Searching for truth in PHACS

IT is back to the drawing board for the architects of Coffs Harbour City Council’s controversial and ill-fated draft Priority Habitats and Corridors Strategy (PHACS).

A staggering 592 submissions were received when the draft strategy went on exhibition earlier this year and now council staff has been told to go back and ‘ground-truth’ key assumptions within it.

But council’s Director of Land Use, Health and Development Mark Salter denies the revisiting of the PHACS document amounts to an admission that council got the strategy wrong.

“The responses to the strategy showed that there was a lot of concern within the community, particularly in rural areas, that the aerial photography we relied on when drawing up the habitats and corridors was not accurate,” Mr Salter said.

“So what we’re going to do is have people on the ground to validate the aerial images we used and allay the concerns of residents.”

Mr Salter said council staff will work with employees of the Department of Environment, Climate Change and Water to do the ‘ground-truthing’.

He said landholders will be contacted shortly.

“The property inspections should start in August and take around three months.

“We are planning to have the ground surveys finished in November and then we will update the draft strategy and pass it on to councillors for their consideration.”

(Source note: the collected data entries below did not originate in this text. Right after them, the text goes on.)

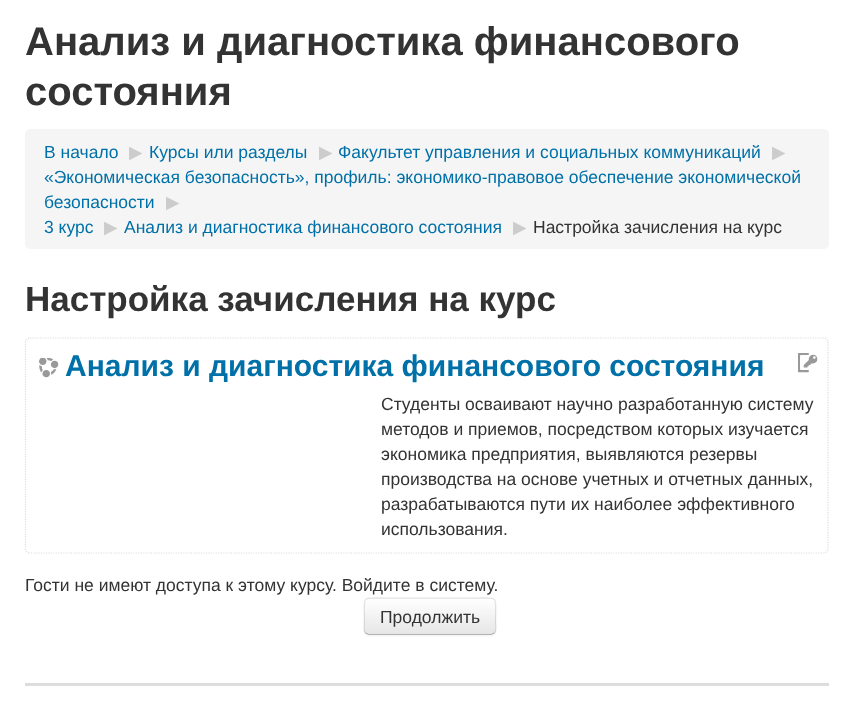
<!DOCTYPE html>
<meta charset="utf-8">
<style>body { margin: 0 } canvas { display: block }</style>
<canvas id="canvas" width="853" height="702"></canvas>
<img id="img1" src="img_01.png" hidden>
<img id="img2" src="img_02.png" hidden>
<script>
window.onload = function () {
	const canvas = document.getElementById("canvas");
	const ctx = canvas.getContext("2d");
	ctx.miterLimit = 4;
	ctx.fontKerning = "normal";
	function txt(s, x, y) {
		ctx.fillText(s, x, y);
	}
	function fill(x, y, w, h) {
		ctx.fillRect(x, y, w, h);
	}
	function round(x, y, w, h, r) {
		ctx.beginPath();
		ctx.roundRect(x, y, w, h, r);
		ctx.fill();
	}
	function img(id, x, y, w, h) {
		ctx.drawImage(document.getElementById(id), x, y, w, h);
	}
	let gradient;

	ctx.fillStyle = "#FFFFFF";
	fill(0, 0, 853, 702);
	ctx.fillStyle = "#F5F5F5";
	round(25, 129, 804, 120, 5);
	ctx.beginPath();
	ctx.moveTo(30, 338);
	ctx.lineTo(824, 338);
	ctx.bezierCurveTo(826, 338, 828, 340, 828, 342.5);
	ctx.lineTo(828, 549);
	ctx.bezierCurveTo(828, 551, 826, 553, 824, 553);
	ctx.lineTo(30, 553);
	ctx.bezierCurveTo(27.5, 553, 25.5, 551, 25.5, 549);
	ctx.lineTo(25.5, 342.5);
	ctx.bezierCurveTo(25.5, 340, 27.5, 338, 30, 338);
	ctx.closePath();
	ctx.strokeStyle = "#DDDDDD";
	ctx.lineWidth = 1.2;
	ctx.setLineDash([1.25, 1.25]);
	ctx.stroke();
	img("img1", 39, 358, 20, 20);
	img("img2", 798, 353, 20, 20);
	ctx.fillStyle = "rgba(0, 0, 0, 0.05)";
	ctx.filter = "blur(1px)";
	ctx.beginPath();
	ctx.roundRect(364, 599, 132, 37, 5);
	ctx.fill();
	ctx.filter = "none";
	ctx.fillStyle = "#F5F5F5";
	round(364, 598, 132, 37, 5);
	ctx.save();
	ctx.beginPath();
	ctx.roundRect(364, 598, 132, 37, 5);
	ctx.clip();
	gradient = ctx.createLinearGradient(430, 599, 430, 634);
	gradient.addColorStop(0, "#FFFFFF");
	gradient.addColorStop(1, "#E6E6E6");
	ctx.fillStyle = gradient;
	fill(364, 599, 132, 35);
	ctx.restore();
	ctx.beginPath();
	ctx.moveTo(494.5, 633);
	ctx.lineTo(491, 634.5);
	ctx.lineTo(368.5, 634.5);
	ctx.lineTo(365.5, 633);
	ctx.strokeStyle = "#B3B3B3";
	ctx.setLineDash([]);
	ctx.stroke();
	ctx.beginPath();
	ctx.moveTo(365.5, 633);
	ctx.bezierCurveTo(363, 630.5, 364.5, 624, 364.5, 621);
	ctx.bezierCurveTo(364.5, 593.5, 360, 598, 389, 598);
	ctx.lineTo(471, 598);
	ctx.bezierCurveTo(500, 598, 495.5, 593.5, 495.5, 621);
	ctx.bezierCurveTo(495.5, 624, 497, 630.5, 494.5, 633);
	ctx.strokeStyle = "rgba(0, 0, 0, 0.1)";
	ctx.stroke();
	ctx.fillStyle = "#DDDDDD";
	fill(25, 683, 804, 3);
	ctx.font = "bold 40px Liberation Sans";
	ctx.fillStyle = "#333333";
	txt("Анализ и диагностика финансового", 25, 55);
	txt("состояния", 25, 105);
	ctx.font = "17.5px Liberation Sans";
	ctx.fillStyle = "#0070A8";
	txt("В начало", 44, 158);
	ctx.font = "17.5px DejaVu Sans";
	ctx.fillStyle = "#CCCCCC";
	txt("▶", 129, 158);
	ctx.font = "17.5px Liberation Sans";
	ctx.fillStyle = "#0070A8";
	txt("Курсы или разделы", 149, 158);
	ctx.font = "17.5px DejaVu Sans";
	ctx.fillStyle = "#CCCCCC";
	txt("▶", 319, 158);
	ctx.font = "17.5px Liberation Sans";
	ctx.fillStyle = "#0070A8";
	txt("Факультет управления и социальных коммуникаций", 338, 158);
	ctx.font = "17.5px DejaVu Sans";
	ctx.fillStyle = "#CCCCCC";
	txt("▶", 772, 158);
	ctx.font = "17.5px Liberation Sans";
	ctx.fillStyle = "#0070A8";
	txt("«Экономическая безопасность», профиль: экономико-правовое обеспечение экономической", 44, 183);
	txt("безопасности", 44, 208);
	ctx.font = "17.5px DejaVu Sans";
	ctx.fillStyle = "#CCCCCC";
	txt("▶", 166, 208);
	ctx.font = "17.5px Liberation Sans";
	ctx.fillStyle = "#0070A8";
	txt("3 курс", 44, 233);
	ctx.font = "17.5px DejaVu Sans";
	ctx.fillStyle = "#CCCCCC";
	txt("▶", 104, 233);
	ctx.font = "17.5px Liberation Sans";
	ctx.fillStyle = "#0070A8";
	txt("Анализ и диагностика финансового состояния", 124, 233);
	ctx.font = "17.5px DejaVu Sans";
	ctx.fillStyle = "#CCCCCC";
	txt("▶", 513, 233);
	ctx.font = "17.5px Liberation Sans";
	ctx.fillStyle = "#333333";
	txt("Настройка зачисления на курс", 533, 233);
	ctx.font = "bold 35px Liberation Sans";
	txt("Настройка зачисления на курс", 25, 311);
	ctx.font = "bold 30px Liberation Sans";
	ctx.fillStyle = "#0070A8";
	txt("Анализ и диагностика финансового состояния", 65, 376);
	ctx.font = "17.5px Liberation Sans";
	ctx.fillStyle = "#333333";
	txt("Студенты осваивают научно разработанную систему", 381, 410);
	txt("методов и приемов, посредством которых изучается", 381, 435);
	txt("экономика предприятия, выявляются резервы", 381, 460);
	txt("производства на основе учетных и отчетных данных,", 381, 485);
	txt("разрабатываются пути их наиболее эффективного", 381, 510);
	txt("использования.", 381, 535);
	txt("Гости не имеют доступа к этому курсу. Войдите в систему.", 25, 591);
	txt("Продолжить", 380, 623);
};
</script>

Mr Salter said the decision to conduct the ground surveys had not been foisted on council by the State Department of Planning (DoP) although in a letter to people who made submissions to the PHACS Mr Salter wrote that ‘following advice from the DoP it was determined to delay a decision on PHACS until further ground surveys had been undertaken to validate the vegetation layer and refine areas considered on high conservation value.